[Items from a data source]
- - -
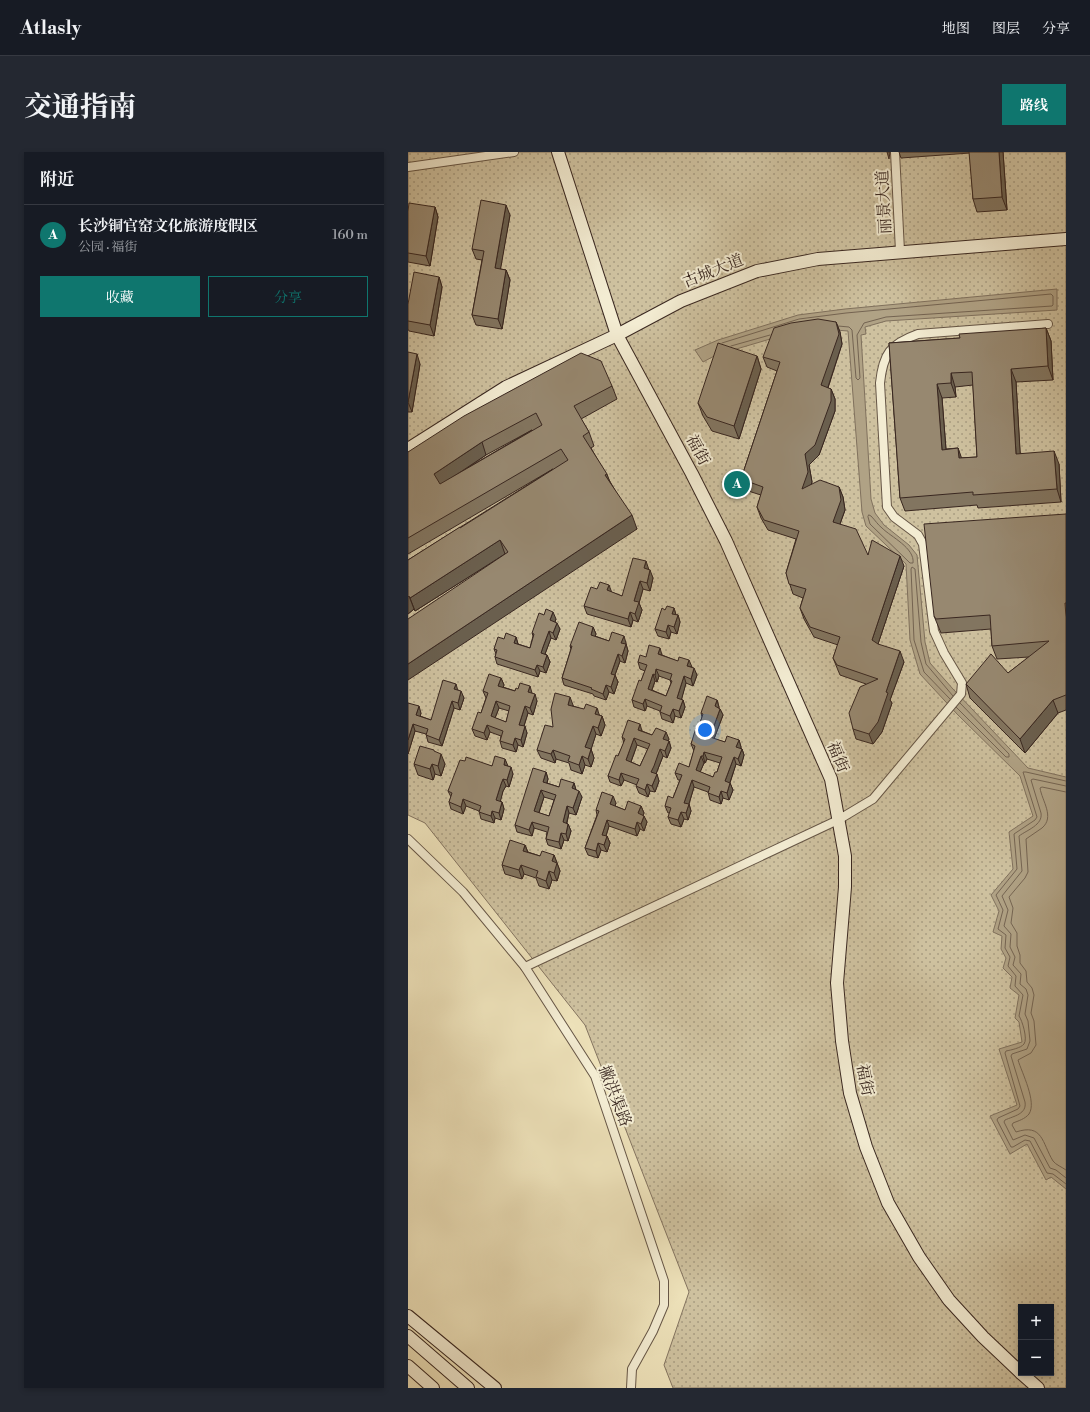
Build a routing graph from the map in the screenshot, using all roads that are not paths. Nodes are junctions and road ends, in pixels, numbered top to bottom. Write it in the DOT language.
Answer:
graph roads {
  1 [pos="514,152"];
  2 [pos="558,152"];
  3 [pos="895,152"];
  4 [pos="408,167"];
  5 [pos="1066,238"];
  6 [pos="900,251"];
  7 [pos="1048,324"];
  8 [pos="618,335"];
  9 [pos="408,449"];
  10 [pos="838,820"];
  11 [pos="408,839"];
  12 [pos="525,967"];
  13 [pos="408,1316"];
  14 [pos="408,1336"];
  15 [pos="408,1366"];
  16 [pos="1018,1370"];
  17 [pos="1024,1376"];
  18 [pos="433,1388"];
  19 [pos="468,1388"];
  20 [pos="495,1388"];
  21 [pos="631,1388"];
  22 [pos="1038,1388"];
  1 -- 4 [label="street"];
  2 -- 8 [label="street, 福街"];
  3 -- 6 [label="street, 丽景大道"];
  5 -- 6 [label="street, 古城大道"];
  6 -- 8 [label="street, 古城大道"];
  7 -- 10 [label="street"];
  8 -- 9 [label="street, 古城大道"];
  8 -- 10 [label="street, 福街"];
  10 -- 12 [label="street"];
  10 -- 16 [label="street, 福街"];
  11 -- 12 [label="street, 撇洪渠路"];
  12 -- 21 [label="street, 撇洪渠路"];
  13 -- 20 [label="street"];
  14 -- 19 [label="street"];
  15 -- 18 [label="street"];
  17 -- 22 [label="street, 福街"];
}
- - -
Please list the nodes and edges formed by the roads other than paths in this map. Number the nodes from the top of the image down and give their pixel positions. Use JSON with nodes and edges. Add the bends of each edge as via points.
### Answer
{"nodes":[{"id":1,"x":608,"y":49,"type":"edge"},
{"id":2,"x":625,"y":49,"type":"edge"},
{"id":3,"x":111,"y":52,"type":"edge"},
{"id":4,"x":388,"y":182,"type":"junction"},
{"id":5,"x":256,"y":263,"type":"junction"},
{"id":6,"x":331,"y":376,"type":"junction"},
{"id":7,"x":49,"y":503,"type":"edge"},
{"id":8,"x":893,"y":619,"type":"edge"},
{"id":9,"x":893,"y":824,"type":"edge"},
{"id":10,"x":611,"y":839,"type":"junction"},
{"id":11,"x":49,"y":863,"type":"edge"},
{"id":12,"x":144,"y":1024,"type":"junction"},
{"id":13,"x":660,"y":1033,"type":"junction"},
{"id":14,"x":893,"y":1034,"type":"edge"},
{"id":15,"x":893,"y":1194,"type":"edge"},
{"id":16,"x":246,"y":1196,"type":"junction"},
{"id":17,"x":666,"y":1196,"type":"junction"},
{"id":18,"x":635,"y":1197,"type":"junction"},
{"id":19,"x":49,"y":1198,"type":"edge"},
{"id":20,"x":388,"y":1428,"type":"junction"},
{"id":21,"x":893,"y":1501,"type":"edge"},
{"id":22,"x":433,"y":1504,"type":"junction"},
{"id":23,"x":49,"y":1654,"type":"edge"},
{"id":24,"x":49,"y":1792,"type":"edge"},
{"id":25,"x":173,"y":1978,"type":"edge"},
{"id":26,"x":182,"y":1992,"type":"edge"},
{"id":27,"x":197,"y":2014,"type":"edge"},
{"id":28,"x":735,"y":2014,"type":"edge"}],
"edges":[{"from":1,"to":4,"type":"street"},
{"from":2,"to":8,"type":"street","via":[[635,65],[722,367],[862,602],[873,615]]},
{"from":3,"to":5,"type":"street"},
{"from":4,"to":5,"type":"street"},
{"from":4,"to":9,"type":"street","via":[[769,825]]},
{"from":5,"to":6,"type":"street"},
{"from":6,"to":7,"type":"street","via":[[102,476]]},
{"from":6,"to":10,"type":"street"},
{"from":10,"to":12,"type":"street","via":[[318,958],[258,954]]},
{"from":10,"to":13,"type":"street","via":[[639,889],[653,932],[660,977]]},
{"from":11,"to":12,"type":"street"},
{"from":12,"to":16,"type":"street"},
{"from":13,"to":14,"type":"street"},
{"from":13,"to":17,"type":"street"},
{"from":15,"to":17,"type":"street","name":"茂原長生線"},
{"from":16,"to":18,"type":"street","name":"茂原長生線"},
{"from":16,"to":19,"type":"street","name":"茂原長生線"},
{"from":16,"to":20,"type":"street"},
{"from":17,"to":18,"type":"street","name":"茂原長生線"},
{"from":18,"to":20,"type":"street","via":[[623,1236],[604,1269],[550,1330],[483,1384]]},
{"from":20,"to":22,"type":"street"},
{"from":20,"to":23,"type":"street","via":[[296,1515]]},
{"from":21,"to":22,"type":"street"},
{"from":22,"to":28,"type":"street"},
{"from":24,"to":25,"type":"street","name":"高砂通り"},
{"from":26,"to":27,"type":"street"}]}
- - -
### TASK DIRECTIONS
Report all lines in the records that include the string "paths".

### RESULT BELOW
Build a routing graph from the map in the screenshot, using all roads that are not paths. Nodes are junctions and road ends, in pixels, numbered top to bottom. Write it in the DOT language.
Please list the nodes and edges formed by the roads other than paths in this map. Number the nodes from the top of the image down and give their pixel positions. Use JSON with nodes and edges. Add the bends of each edge as via points.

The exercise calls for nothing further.